(Extracted data entries)
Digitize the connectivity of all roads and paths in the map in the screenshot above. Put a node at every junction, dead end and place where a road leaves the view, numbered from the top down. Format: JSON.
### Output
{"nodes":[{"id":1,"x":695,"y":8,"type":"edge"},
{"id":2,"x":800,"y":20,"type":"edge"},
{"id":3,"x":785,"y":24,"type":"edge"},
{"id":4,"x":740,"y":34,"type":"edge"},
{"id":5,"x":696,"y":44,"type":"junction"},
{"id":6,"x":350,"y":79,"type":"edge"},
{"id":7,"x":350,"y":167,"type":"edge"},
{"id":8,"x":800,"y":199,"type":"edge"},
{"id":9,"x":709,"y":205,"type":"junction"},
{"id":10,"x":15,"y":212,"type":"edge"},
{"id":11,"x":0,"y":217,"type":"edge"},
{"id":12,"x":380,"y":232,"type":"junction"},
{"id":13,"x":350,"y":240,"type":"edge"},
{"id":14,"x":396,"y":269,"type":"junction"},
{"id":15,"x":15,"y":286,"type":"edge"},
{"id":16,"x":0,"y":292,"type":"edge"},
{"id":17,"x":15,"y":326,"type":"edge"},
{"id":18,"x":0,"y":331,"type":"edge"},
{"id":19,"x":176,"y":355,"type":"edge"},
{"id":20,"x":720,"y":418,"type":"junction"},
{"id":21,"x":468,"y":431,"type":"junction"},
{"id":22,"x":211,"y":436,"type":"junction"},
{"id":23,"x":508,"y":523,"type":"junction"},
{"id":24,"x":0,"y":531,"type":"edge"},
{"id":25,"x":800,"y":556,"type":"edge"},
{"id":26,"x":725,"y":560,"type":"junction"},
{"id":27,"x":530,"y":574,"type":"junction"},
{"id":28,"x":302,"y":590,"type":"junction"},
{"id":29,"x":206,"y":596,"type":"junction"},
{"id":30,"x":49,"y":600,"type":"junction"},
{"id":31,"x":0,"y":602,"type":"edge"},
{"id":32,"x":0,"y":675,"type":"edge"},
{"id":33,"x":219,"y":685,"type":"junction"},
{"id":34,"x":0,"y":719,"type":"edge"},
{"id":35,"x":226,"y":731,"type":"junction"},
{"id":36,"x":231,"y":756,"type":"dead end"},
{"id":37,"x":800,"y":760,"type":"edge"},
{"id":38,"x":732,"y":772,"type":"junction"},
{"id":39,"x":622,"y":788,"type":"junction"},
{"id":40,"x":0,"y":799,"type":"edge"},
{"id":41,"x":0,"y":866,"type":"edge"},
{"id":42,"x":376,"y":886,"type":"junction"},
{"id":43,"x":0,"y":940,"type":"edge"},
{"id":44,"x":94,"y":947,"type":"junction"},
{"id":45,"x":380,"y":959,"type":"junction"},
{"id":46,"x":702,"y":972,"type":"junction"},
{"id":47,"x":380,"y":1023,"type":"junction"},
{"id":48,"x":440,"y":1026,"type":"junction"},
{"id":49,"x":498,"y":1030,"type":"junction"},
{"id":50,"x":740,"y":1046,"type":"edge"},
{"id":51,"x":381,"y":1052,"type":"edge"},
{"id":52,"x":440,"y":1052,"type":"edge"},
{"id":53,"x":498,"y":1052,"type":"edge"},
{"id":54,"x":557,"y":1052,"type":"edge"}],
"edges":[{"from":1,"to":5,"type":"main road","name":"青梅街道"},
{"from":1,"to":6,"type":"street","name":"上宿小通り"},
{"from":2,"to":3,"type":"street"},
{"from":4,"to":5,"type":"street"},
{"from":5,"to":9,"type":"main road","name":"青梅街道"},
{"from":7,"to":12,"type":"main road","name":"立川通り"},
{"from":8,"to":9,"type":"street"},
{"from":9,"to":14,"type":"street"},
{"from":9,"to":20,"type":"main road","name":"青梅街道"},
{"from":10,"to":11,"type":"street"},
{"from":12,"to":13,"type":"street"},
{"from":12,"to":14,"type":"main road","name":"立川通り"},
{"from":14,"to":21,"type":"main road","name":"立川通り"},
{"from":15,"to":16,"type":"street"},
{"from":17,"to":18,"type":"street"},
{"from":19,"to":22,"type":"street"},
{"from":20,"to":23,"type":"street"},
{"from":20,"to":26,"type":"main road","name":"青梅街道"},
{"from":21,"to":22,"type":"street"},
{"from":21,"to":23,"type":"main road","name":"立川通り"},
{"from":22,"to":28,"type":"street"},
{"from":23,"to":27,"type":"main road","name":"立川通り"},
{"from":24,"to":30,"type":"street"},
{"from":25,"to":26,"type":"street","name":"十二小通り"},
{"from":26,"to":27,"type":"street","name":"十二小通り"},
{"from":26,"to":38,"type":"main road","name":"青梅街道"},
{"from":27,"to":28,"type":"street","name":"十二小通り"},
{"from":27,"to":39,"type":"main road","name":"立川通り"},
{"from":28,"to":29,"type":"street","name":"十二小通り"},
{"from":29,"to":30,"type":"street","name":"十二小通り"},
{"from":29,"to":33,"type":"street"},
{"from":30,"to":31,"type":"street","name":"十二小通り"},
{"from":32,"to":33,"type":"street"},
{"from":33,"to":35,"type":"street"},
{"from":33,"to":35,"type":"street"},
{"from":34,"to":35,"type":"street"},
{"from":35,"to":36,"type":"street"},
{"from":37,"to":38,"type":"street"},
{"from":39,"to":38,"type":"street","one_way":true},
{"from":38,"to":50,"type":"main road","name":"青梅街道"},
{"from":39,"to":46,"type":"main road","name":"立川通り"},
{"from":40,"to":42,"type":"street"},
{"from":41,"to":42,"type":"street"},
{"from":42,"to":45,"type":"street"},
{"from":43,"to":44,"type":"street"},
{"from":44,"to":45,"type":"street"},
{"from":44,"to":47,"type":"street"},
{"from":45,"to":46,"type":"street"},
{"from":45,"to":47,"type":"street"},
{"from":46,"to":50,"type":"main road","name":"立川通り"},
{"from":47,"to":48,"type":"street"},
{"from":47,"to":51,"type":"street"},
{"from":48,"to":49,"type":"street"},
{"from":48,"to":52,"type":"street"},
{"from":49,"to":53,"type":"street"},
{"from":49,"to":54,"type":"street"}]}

DESCRIPTION OF THE TASK>
Spot every line in the entries that includes the word "dead", and copy each one out.

TASK RESULT>
Digitize the connectivity of all roads and paths in the map in the screenshot above. Put a node at every junction, dead end and place where a road leaves the view, numbered from the top down. Format: JSON.
{"id":36,"x":231,"y":756,"type":"dead end"},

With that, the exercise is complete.